24 people have been found alive and rescued from a collapsed garment factory in Bangladesh.
However, according to Reuters, the death toll from the tragedy has now reached 260.
As the Sydney Morning Herald reports, the announcement of the rescue was met with enthusiastic cheers by relatives of missing workers. It was first thought that 40 survivors had been found but the figure was later revised to 24.
Mizanur Rahman, a rescue worker with the fire brigade told Reuters, "An unspecified number of victims are still trapped. We can't be certain of getting them all out alive. We are losing a bit of hope."
The factory collapse was worst industrial accident in the Country’s history. It follows a number of such incidents, including a recent factory fire in the Bangladeshi manufacturing hub of Ashulia which killed 110.
Bangladesh is the world’s second largest garment supplier, behind China. Clothes manufactured in Bangladesh are supplied to western clothing brands and others. Most of those killed in the factory collapse were low-paid female workers.
As the Sydney Morning Herald reports, British low-cost fashion line Primark and Spanish giant Mango have confirmed that their garments were produced in the factory, though other companies may also source garments produced there.
These brands do not own the factory in question and so have no legal responsibility for the collapse. However, unions and other campaigners claim they have a moral responsibility.
Cracks were found in the building the day before the collapse.
An Oxfam spokesman, Gareth Price Jones said that staff had expressed concern about going into the building following the warnings of the cracks and were told they would have pay docked if they didn’t.
Bangladeshi flags flew at half mast on Thursday and a national day of mourning was called.
The accident has caused industrial action.
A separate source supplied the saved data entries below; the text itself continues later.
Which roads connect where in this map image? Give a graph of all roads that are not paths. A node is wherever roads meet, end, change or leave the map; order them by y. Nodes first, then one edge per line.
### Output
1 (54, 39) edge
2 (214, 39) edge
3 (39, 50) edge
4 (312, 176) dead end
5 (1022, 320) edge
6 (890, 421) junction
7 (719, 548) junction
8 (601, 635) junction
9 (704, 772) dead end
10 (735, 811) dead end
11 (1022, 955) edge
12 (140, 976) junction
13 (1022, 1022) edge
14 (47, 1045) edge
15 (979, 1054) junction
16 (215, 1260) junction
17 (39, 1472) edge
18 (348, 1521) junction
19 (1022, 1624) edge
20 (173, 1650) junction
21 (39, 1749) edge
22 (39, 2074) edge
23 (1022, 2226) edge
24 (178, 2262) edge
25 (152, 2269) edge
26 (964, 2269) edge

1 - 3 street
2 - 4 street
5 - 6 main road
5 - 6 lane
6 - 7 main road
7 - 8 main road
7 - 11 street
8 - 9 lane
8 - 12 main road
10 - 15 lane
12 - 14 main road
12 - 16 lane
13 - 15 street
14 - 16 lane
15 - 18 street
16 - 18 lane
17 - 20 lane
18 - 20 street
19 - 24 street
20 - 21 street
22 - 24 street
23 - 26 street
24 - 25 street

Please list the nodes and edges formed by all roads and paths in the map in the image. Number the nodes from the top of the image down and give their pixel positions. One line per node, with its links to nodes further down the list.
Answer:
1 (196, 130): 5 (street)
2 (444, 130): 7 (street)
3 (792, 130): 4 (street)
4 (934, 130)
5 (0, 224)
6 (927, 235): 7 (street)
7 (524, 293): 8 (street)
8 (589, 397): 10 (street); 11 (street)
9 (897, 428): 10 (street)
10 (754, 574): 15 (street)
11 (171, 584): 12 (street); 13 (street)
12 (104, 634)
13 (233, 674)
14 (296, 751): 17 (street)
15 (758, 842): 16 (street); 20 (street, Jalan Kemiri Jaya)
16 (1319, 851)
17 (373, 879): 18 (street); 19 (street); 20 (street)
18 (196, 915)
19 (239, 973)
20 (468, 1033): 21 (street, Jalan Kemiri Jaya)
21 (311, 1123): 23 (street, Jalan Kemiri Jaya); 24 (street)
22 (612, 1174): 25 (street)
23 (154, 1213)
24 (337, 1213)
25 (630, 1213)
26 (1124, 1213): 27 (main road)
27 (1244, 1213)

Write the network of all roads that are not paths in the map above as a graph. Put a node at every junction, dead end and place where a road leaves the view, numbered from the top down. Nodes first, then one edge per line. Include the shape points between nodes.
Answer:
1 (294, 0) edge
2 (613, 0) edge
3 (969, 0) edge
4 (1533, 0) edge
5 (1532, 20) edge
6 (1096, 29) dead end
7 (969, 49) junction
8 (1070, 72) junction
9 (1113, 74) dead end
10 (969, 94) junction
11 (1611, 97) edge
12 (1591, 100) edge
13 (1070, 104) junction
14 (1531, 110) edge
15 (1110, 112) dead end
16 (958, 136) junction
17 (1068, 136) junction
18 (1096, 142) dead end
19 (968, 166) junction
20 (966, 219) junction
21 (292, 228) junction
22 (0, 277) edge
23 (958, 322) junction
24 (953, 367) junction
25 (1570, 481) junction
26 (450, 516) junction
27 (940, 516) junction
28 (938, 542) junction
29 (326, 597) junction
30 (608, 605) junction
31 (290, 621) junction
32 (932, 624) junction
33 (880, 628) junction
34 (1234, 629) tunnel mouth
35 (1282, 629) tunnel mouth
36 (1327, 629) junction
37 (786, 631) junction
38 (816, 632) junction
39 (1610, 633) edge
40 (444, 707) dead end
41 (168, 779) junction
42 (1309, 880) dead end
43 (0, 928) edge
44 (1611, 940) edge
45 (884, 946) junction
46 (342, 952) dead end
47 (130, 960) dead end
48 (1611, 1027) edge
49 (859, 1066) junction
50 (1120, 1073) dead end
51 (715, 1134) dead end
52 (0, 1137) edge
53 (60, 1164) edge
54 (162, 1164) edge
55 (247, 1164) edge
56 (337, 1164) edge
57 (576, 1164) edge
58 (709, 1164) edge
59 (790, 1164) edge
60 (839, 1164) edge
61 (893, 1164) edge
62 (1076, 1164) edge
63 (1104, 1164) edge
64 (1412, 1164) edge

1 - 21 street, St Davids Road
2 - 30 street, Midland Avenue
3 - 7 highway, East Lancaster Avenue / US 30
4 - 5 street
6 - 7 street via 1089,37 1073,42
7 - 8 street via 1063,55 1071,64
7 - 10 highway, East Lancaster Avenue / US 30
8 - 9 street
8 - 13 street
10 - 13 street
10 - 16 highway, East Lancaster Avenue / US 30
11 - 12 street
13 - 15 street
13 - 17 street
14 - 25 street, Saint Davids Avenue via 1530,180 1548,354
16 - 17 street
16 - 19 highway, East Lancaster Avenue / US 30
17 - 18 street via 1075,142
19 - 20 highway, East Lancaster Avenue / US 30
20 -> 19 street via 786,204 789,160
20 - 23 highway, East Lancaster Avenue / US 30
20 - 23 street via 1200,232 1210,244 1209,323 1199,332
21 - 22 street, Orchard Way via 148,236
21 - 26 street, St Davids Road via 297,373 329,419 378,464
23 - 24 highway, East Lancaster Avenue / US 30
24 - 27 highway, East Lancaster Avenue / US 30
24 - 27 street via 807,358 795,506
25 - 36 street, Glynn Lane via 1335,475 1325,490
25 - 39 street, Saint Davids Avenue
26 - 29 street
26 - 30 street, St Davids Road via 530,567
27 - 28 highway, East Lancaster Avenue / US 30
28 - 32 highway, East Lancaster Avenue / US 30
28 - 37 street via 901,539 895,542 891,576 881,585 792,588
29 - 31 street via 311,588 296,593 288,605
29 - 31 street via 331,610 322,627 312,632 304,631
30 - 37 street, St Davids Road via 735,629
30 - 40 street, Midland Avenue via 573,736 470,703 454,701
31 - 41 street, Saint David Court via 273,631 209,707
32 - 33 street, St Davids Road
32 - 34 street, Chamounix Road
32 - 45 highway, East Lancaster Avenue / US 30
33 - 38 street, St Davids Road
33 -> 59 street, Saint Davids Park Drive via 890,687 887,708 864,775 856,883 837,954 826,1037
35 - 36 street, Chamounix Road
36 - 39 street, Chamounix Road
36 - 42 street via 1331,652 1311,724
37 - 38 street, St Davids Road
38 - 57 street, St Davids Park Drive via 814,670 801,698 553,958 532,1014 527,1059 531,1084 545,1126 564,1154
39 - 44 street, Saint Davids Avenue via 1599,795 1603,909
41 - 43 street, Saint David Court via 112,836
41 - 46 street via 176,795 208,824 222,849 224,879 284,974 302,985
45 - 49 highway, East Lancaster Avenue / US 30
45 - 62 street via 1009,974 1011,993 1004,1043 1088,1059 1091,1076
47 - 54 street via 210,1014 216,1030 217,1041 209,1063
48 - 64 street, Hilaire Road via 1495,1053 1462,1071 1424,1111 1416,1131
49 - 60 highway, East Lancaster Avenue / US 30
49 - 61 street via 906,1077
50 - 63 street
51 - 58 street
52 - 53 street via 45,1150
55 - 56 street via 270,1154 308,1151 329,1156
According to television footage, more than 1000 textile workers threw stones at the offices of the Bangladesh Garment Manufacturers and Exporters Association and there clashed with riot police.
"The deaths of these workers could have been avoided if multinational corporations, governments and factory owners took workers' protection seriously," Amirul Haque Amin of the National Garment Workers' Federation said in a statement.